Imprimerie Populaire, Limitée (Deuxième sériep. 93-96).

XXXVI

L’art de s’accorder


Faites le tour du monde, et partout vous entendrez les femmes dire que la présence d’un homme à la maison y complique et y augmente le travail étrangement : qu’il disparaisse une semaine, c’est un repos, un congé : il semble qu’il n’y ait plus rien à faire ! Toutes ces remarques se résumeraient dans celle-ci : Qu’il est assez difficile de vivre paisiblement avec les hommes : ils sont exigeants, égoïstes, si préoccupés de leurs affaires qu’ils n’ont aucune notion de ce qu’ils demandent aux femmes de temps et d’attention.

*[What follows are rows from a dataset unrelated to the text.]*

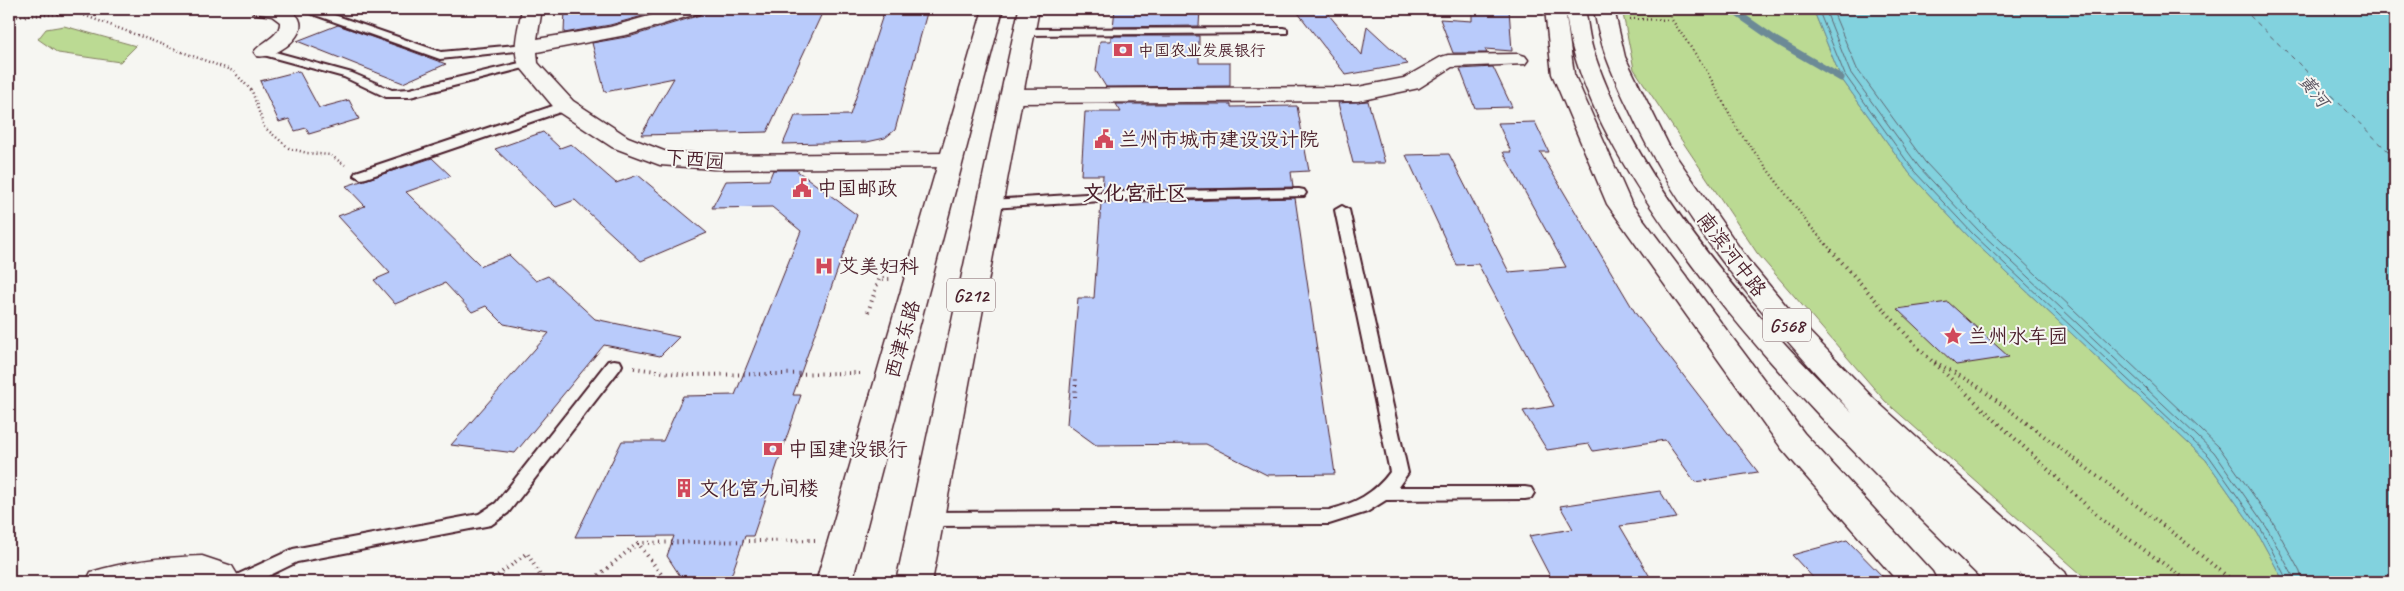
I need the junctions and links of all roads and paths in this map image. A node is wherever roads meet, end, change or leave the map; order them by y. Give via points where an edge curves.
1 (261, 9) edge
2 (308, 9) edge
3 (532, 9) edge
4 (692, 9) edge
5 (993, 9) edge
6 (1555, 9) edge
7 (1575, 9) edge
8 (1668, 9) edge
9 (1605, 13) edge
10 (9, 17) edge
11 (1027, 20) edge
12 (1672, 20) junction
13 (1283, 31) dead end
14 (264, 52) joint
15 (527, 56) junction
16 (1518, 60) dead end
17 (1011, 96) junction
18 (565, 106) junction
19 (949, 160) junction
20 (361, 175) joint
21 (1299, 193) dead end
22 (990, 204) junction
23 (1342, 210) dead end
24 (880, 279) dead end
25 (868, 312) dead end
26 (1930, 359) junction
27 (614, 365) joint
28 (893, 373) junction
29 (1076, 377) dead end
30 (1075, 397) dead end
31 (1525, 493) dead end
32 (1385, 494) junction
33 (927, 519) junction
34 (846, 540) junction
35 (638, 543) junction
36 (104, 582) edge
37 (220, 582) edge
38 (239, 582) edge
39 (489, 582) edge
40 (544, 582) edge
41 (590, 582) edge
42 (667, 582) edge
43 (834, 582) edge
44 (914, 582) edge
45 (1919, 582) edge
46 (2007, 582) edge
47 (2052, 582) edge
48 (2189, 582) edge
49 (2234, 582) edge

1 - 14 main road via 277,11 290,20 291,26 287,35
2 - 15 lane via 440,56
3 - 15 main road
4 - 15 main road
5 - 19 main road, 西津东路 / G212
6 - 45 main road via 1563,74 1619,204 1793,441
7 - 46 main road, 南滨河中路 / G568 via 1584,53 1621,140 1698,258 1745,318 1814,395
8 - 12 path
9 - 12 path
9 - 47 main road, 南滨河中路 / G568 via 1615,57 1657,146 1739,266 1789,327 1863,406
10 - 20 path via 78,13 233,71 252,91 264,127 289,148 330,155
11 - 13 lane
11 - 17 main road, G212
12 - 26 path via 1705,68 1738,130 1803,218
14 - 15 lane via 348,75 390,94 410,93
15 - 18 main road, 下西园
16 - 17 main road via 1448,61 1411,83 1358,94
17 - 22 main road, G212
18 - 19 main road, 下西园 via 620,142 660,158 713,162
18 - 20 lane
19 - 28 main road, 西津东路 / G212
21 - 22 lane via 1118,196
22 - 33 main road, G212
23 - 32 lane via 1399,473
24 - 25 path
26 - 48 path via 2101,519
26 - 49 path via 1976,385
27 - 28 path via 685,375
27 - 38 lane via 502,508 484,520 294,556
28 - 34 main road, 西津东路 / G212
29 - 30 path
31 - 32 lane
32 - 33 lane via 1361,509 1329,518
33 - 44 main road, G212
34 - 35 path
34 - 43 main road, 西津东路 / G212
35 - 41 path
35 - 42 path
36 - 37 main road via 172,570 202,569 220,576
39 - 40 path via 527,553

Voilà ce que presque toutes les femmes disent : se demandent-elles parfois, si c’est toujours bien facile de vivre avec elles ? Voilà deux grosses questions qui n’en font qu’une et sur laquelle quelques réflexions jetteraient peut-être un peu de lumière.

Dans la lutte pour la vie, l’homme est habitué à chercher inlassablement son propre intérêt et à batailler pour faire triompher son opinion ; cela le prépare mal à déguiser ses impressions et à réprimer ses exigences chez lui où il se sent le maître.

Aussi, la vie avec lui ne peut être facile, que si sa maison lui plaît, et s’il approuve ce qu’on fait pour lui, depuis le dîner qu’on lui sert jusqu’aux sourires qu’on lui dispense.

Ce qui revient à dire, me crient les femmes indignées, qu’il ne sera aimable et facile que si nous sommes parfaites ! À peu de choses près, c’est cela ! Et je ne vois là rien d’impossible à atteindre, car la perfection dont il s’agit n’est pas la vertu transcendante réservée aux saints, mais l’exercice de la bonté et de la finesse féminines dont tant de femmes ont des trésors en réserve. L’homme raisonnable ne demande, en somme, que d’avoir la paix chez lui, de ne pas dépenser plus qu’il ne gagne et de jouir matériellement de l’argent qu’il confie à sa femme pour les dépenses familiales.

Les femmes sont-elles bien préparées à rencontrer ces trois demandes si justes ? Si elles le sont, la vie devient facile et roule doucement. Si elles ne le sont pas, il est possible que deux bonheurs soient brisés avant que l’accord se soit fait.

Quand j’entends parler d’un couple heureux, je sais qu’il y a de fortes et de bonnes qualités chez l’un et chez l’autre.

Les belles choses de ce monde ne s’obtiennent pas sans effort : vivre en paix et heureux avec un autre, c’est très beau : ne nous étonnons pas si c’est un peu difficile ! Il y faut l’effort patient, le sacrifice de soi, la réflexion, la volonté constante d’être agréable à l’autre. Quelques êtres ont ce « don », mais comme pour le génie, ce sont des êtres exceptionnels. En général il faut apprendre l’art de vivre bien avec les autres ; on y arrive après l’avoir gagné, mais n’oublions pas que le résultat en vaut la peine puisque c’est notre bonheur qui s’assure avec celui de l’autre.

Je ne vous apprends rien, n’est-ce pas, en vous disant que pour s’entendre et vivre heureusement ensemble, il ne suffit pas de s’aimer, il faut se comprendre.

Comprendre un être humain, pénétrer le mystère de cette âme qui ne se connaît peut-être pas elle-même, n’allez pas croire que c’est tout simple ! Nous sommes aussi maladroits à nous exprimer qu’à deviner les autres ! Nous sommes à la merci du hasard, de nos nerfs, de nos intentions secrètes, et il est si rare que nous nous sentions assez en confiance pour parler en toute sincérité, qu’il n’est pas étonnant, étant donnée notre légèreté, que nous jugions inexactement et injustement ceux avec qui nous vivons. Dans ce cas, plus d’entente possible.

À tous les malentendus, il n’y a qu’un remède : essayer de se comprendre, sans parti-pris, sans préjugés, sans arrière-pensée, mais honnêtement et loyalement.